Aerial bombardment by Israel has destroyed mosques, Schools and hospitals raising the death toll to 531 people killed and over 2500 injured across 11 days and with more than 80 deaths since the ground offensive began three days ago.
“We are targeting Hamas, we are not looking for civilians to kill more than that,” Livni said in an interview, on NBC’s “Meet the Press.”
Arab states have been muted in its criticism of Israel’s offensive in Gaza with mere general statements that both parties need to work towards peace. Jordan, Egypt and Turkey who have normalised relations with Israel, have voiced little concern on the events.
Instead, the statements made so far from Arab rulers seemed to be singing from the same hymn sheet aired from Washington in line with Tzipi Livni’s meeting with US Secretary of State Condoleezza Rice earlier this week who said that she “holds Hamas responsible for breaking the cease-fire and for the renewal of violence in Gaza.”
Jordan’s prime minister has said his country may review its diplomatic ties with Israel in the wake of the offensive in Gaza.
Turkish government spokesman and Deputy Prime Minister Cemil Çiçek signalled during a news conference on Monday that Ankara was not considering retaliation against Israel through suspending the countries’ military relationship or cancelling a recent project agreement signed with Israel worth $1 billion.
Unashamedly, on the Israeli foreign ministers request in her meeting with Egypt’s President Hosni Mubarak, Egypt dispatched a further 7,000 troops to its border with the Gaza Strip at the Rafah terminal to implement Israel’s policy on securing the borders to cut the lines for humanitarian supplies.
Adding further salts to the wounds Livni was quoted as having said in a statement during a trip to Paris that “there is no humanitarian crisis in the [Gaza] Strip, and therefore there is no need for a humanitarian truce”.
The mounting task to challenge Israel has instead been taken on by the public in the Arab and Muslim world and international rallies across Europe shouldering the responsibility to voice concern over the events and challenge the stance of Arab and Muslim governments on their silence and collusion with Israel in the massacres.
Israel’s position on the Gaza offensive was shadowed by World wide protests who instead have sided with the Palestinian narrative of events.
On Friday around 60,000 students’ protesters from universities across Jordan marched to the parliament in Amman demanding the freezing of diplomatic relations with Israel and the expulsion of the Israeli ambassador. One female student protester told the Reuters news agency that “we’ll continue taking to the streets, otherwise we’ll be like Egypt that is doing nothing”.
Over 50,000 Moroccans rallied in the capital Rabat, accusing Arab leaders of having failed the Palestinian people in a peaceful march to protest the Gaza offensive. The demonstrators chanted expressions of anger over “the silence of Arab regimes.”
In Istanbul, as many as 700,000 people turned out for their protest in central Istanbul’s sprawling Caglayan square accusing Egyptian President Hosni Mubarak of having “sold Gaza for (US) dollars”.

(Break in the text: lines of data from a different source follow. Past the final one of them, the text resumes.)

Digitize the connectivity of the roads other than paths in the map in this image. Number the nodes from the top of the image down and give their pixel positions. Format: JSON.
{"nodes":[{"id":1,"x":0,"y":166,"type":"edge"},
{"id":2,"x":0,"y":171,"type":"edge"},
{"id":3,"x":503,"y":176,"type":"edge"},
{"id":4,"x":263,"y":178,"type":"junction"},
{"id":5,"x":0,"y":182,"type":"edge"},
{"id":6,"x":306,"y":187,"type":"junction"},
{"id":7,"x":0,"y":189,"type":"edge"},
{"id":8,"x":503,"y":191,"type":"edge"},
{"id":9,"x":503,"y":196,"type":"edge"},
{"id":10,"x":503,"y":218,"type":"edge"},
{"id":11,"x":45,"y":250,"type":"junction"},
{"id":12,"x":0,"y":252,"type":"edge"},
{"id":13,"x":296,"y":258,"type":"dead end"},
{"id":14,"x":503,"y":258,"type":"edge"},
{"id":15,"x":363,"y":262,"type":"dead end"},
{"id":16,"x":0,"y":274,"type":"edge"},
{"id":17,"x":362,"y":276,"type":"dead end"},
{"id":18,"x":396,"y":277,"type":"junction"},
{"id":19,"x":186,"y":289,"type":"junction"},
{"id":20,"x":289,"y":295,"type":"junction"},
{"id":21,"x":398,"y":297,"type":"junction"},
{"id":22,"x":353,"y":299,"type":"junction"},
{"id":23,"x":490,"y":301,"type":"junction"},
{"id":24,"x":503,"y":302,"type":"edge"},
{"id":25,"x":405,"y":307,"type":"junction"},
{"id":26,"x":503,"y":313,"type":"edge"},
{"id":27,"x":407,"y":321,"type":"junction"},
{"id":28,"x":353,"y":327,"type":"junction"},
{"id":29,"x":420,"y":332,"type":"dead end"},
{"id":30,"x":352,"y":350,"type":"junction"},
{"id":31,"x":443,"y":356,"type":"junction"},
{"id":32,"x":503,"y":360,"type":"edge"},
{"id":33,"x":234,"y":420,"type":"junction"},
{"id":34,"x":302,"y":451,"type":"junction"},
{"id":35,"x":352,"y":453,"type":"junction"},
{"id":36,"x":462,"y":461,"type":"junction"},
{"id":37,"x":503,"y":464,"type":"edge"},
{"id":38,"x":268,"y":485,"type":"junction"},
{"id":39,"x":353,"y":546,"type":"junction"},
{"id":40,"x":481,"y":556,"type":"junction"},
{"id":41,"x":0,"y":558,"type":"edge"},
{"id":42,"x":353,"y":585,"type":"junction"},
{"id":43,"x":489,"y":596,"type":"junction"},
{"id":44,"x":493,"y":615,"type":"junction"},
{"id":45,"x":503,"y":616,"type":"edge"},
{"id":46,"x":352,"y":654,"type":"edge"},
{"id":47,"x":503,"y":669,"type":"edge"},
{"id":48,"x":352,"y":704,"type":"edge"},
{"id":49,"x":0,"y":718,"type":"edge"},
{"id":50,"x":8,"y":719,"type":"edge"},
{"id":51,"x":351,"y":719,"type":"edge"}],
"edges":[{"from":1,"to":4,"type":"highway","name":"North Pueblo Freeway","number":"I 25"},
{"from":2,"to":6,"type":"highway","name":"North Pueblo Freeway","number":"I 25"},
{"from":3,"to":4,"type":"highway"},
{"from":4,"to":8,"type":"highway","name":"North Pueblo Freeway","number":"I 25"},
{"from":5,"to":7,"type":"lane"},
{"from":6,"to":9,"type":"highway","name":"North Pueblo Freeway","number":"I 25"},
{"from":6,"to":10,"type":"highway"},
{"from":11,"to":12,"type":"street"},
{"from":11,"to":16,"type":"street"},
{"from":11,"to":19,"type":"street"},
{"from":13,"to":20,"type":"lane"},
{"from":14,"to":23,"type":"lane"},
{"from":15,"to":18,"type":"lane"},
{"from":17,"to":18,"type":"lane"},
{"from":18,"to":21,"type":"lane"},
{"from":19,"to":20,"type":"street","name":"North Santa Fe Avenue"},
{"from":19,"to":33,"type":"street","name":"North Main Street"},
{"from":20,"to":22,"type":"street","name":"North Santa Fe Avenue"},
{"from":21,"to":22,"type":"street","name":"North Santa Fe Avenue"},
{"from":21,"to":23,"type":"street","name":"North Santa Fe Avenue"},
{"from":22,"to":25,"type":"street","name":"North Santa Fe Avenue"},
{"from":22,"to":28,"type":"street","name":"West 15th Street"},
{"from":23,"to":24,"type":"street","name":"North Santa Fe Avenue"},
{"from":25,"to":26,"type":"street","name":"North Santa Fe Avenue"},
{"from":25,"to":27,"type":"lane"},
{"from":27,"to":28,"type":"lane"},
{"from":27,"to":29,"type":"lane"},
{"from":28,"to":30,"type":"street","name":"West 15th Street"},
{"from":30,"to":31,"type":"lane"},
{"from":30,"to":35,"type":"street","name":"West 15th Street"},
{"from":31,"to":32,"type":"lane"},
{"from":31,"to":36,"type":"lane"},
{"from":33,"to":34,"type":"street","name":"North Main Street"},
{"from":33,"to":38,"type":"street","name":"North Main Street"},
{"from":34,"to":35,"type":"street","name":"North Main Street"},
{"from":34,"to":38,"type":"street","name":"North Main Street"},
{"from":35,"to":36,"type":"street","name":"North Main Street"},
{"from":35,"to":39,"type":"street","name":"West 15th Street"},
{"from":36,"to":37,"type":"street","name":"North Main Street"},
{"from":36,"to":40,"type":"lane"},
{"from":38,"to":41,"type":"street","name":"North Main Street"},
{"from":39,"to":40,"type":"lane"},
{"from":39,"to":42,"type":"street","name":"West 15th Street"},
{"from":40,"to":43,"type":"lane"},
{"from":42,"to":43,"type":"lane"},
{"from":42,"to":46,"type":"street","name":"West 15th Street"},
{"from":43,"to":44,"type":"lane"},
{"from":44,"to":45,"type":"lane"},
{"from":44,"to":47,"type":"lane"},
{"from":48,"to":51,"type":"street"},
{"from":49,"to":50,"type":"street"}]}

In Greece, More than 4,000 people marched for the second day running to protest the Israeli action outside the US embassy and the Israeli embassy in Athens, burning effigies of Bush and President-elect Barack Obama.

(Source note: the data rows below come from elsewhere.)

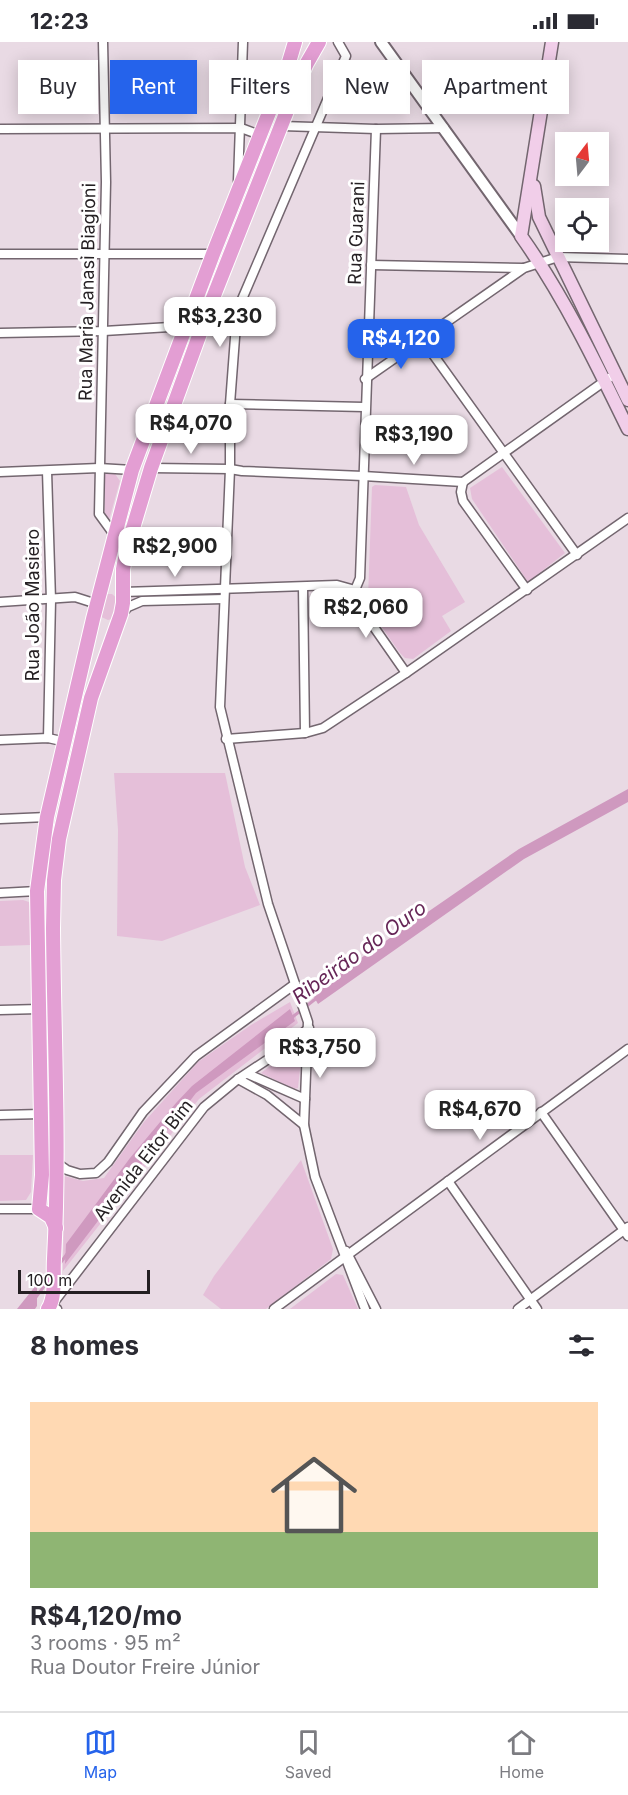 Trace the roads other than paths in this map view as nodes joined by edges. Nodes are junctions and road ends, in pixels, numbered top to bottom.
1 (103, 42) edge
2 (243, 42) edge
3 (295, 42) edge
4 (319, 42) edge
5 (338, 42) edge
6 (345, 42) edge
7 (381, 42) edge
8 (547, 42) edge
9 (552, 42) edge
10 (346, 56) junction
11 (282, 126) junction
12 (241, 128) junction
13 (315, 128) junction
14 (444, 128) junction
15 (0, 129) edge
16 (376, 129) junction
17 (105, 130) junction
18 (260, 135) junction
19 (271, 154) junction
20 (532, 176) junction
21 (238, 194) junction
22 (521, 236) junction
23 (105, 253) junction
24 (0, 254) edge
25 (213, 254) junction
26 (558, 257) junction
27 (628, 259) edge
28 (540, 262) junction
29 (371, 265) junction
30 (524, 268) junction
31 (211, 303) junction
32 (237, 310) junction
33 (104, 331) junction
34 (184, 332) junction
35 (0, 333) edge
36 (422, 339) junction
37 (610, 377) junction
38 (365, 380) junction
39 (628, 400) edge
40 (230, 404) junction
41 (364, 407) junction
42 (628, 429) edge
43 (503, 454) junction
44 (99, 468) junction
45 (151, 468) junction
46 (230, 469) junction
47 (132, 470) junction
48 (47, 471) junction
49 (0, 472) edge
50 (363, 476) junction
51 (463, 482) junction
52 (628, 518) edge
53 (116, 537) junction
54 (577, 555) junction
55 (303, 586) junction
56 (355, 590) junction
57 (528, 590) junction
58 (123, 592) junction
59 (224, 594) junction
60 (99, 597) junction
61 (51, 600) junction
62 (0, 602) edge
63 (93, 619) junction
64 (119, 620) junction
65 (406, 673) junction
66 (305, 733) junction
67 (48, 738) junction
68 (226, 739) junction
69 (0, 740) edge
70 (66, 742) junction
71 (47, 817) junction
72 (0, 819) edge
73 (37, 891) junction
74 (0, 893) edge
75 (295, 984) junction
76 (39, 1009) junction
77 (0, 1010) edge
78 (308, 1025) junction
79 (628, 1049) edge
80 (279, 1052) junction
81 (308, 1057) junction
82 (248, 1074) junction
83 (238, 1079) junction
84 (305, 1099) junction
85 (541, 1112) junction
86 (41, 1114) junction
87 (0, 1115) edge
88 (304, 1125) junction
89 (57, 1163) junction
90 (448, 1181) junction
91 (0, 1209) edge
92 (39, 1209) junction
93 (56, 1228) junction
94 (627, 1231) edge
95 (346, 1256) junction
96 (531, 1300) junction
97 (52, 1304) edge
98 (274, 1309) edge
99 (365, 1309) edge
100 (376, 1309) edge
101 (518, 1309) edge
102 (537, 1309) edge

1 - 17 street, Rua Maria Janasi Biagioni
2 - 12 street
3 - 18 main road
4 - 11 main road
5 - 10 street
6 - 10 street
7 - 14 street
8 - 9 street
9 - 20 main road
10 - 13 street
11 - 13 street
11 - 19 main road
12 - 17 street
12 - 18 street
12 - 21 street
13 - 16 street
13 - 32 street
14 - 16 street
14 - 22 street
15 - 17 street
16 - 29 street, Rua Guarani
17 - 23 street, Rua Maria Janasi Biagioni
18 - 19 main road
18 - 21 main road
19 - 31 main road
20 - 22 main road
20 - 26 main road
21 - 25 main road
22 - 28 main road
23 - 24 street
23 - 25 street
23 - 33 street, Rua Maria Janasi Biagioni
25 - 34 main road
26 - 27 street
26 - 28 street
26 - 37 main road
28 - 30 street
28 - 37 main road
29 - 30 street
29 - 38 street, Rua Guarani
30 - 36 street
31 - 32 street
31 - 45 main road
32 - 40 street
33 - 34 street
33 - 35 street
33 - 44 street, Rua Maria Janasi Biagioni
34 - 47 main road
36 - 38 street
36 - 43 street
37 - 39 main road
37 - 42 main road
37 - 43 street
38 - 41 street, Rua Guarani
40 - 41 street
40 - 46 street
41 - 50 street, Rua Guarani
43 - 51 street
43 - 54 street
44 - 47 street
44 - 48 street
44 - 53 street, Rua Maria Janasi Biagioni
45 - 46 street
45 - 58 main road
46 - 50 street
46 - 59 street
47 - 53 main road
48 - 49 street
48 - 61 street, Rua João Masiero
50 - 51 street
50 - 56 street, Rua Guarani
51 - 57 street
52 - 54 street
53 - 60 main road
54 - 57 street
55 - 56 street
55 - 59 street
55 - 66 street
56 - 65 street
57 - 65 street
58 - 59 street
58 - 60 main road
58 - 64 main road
59 - 64 street
59 - 68 street
60 - 61 street
60 - 63 main road
61 - 62 street
61 - 67 street, Rua João Masiero
63 - 64 main road
63 - 70 main road
64 - 89 main road
65 - 66 street
66 - 68 street
67 - 69 street
67 - 70 street
68 - 75 street
70 - 71 main road
71 - 72 street
71 - 73 main road
73 - 74 street
73 - 76 main road
75 - 78 street
75 - 89 street, Avenida Eitor Bim
76 - 77 street
76 - 86 main road
78 - 80 street, Avenida Eitor Bim
78 - 81 street
79 - 85 street
80 - 81 street
80 - 82 street, Avenida Eitor Bim
81 - 84 street
82 - 83 street, Avenida Eitor Bim
82 - 84 street
83 - 88 street
83 - 97 street, Avenida Eitor Bim
84 - 88 street
85 - 90 street
85 - 94 street
86 - 87 street
86 - 92 main road
88 - 95 street
89 - 93 main road
90 - 95 street
90 - 96 street
91 - 92 street
92 - 93 main road
93 - 97 main road
94 - 96 street
95 - 98 street
95 - 99 street
95 - 100 street
96 - 101 street
96 - 102 street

In Iraq, some 200 protesters staged a protest in the southern Shiite shrine city of Karbala to condemn Israel and express support for embattled Palestinians.

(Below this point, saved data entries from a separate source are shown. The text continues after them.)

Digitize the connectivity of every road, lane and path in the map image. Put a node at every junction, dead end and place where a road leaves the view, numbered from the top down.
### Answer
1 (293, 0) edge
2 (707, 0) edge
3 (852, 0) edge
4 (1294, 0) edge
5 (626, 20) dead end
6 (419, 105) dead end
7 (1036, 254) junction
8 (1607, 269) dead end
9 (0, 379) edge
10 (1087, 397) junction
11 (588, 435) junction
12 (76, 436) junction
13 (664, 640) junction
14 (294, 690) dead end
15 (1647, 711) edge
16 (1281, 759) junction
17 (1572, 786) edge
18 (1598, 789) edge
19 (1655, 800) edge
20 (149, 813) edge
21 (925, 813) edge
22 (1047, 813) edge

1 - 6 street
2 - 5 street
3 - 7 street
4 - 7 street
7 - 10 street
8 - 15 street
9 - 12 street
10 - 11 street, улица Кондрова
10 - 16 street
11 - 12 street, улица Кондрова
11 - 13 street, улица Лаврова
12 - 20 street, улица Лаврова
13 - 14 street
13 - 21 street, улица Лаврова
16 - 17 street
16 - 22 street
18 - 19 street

Britain was also home to several large demonstrations which directed their anger more at the failure of Arab and Muslim Rulers in responding to Israel’s offensive and called for the Arab Armies to rise up and respond to the aggression.
Israeli Foreign Minister Tzipi Livni said in a statement defending her country’s position “Israel is a state that implements its right to defend itself and its citizens.”
International public opinion through the rallies and protests have arguably voiced the right of the Gazan’s and Palestinians with their elected government to defend their sovereignty and their citizens when challenged by aggressing forces.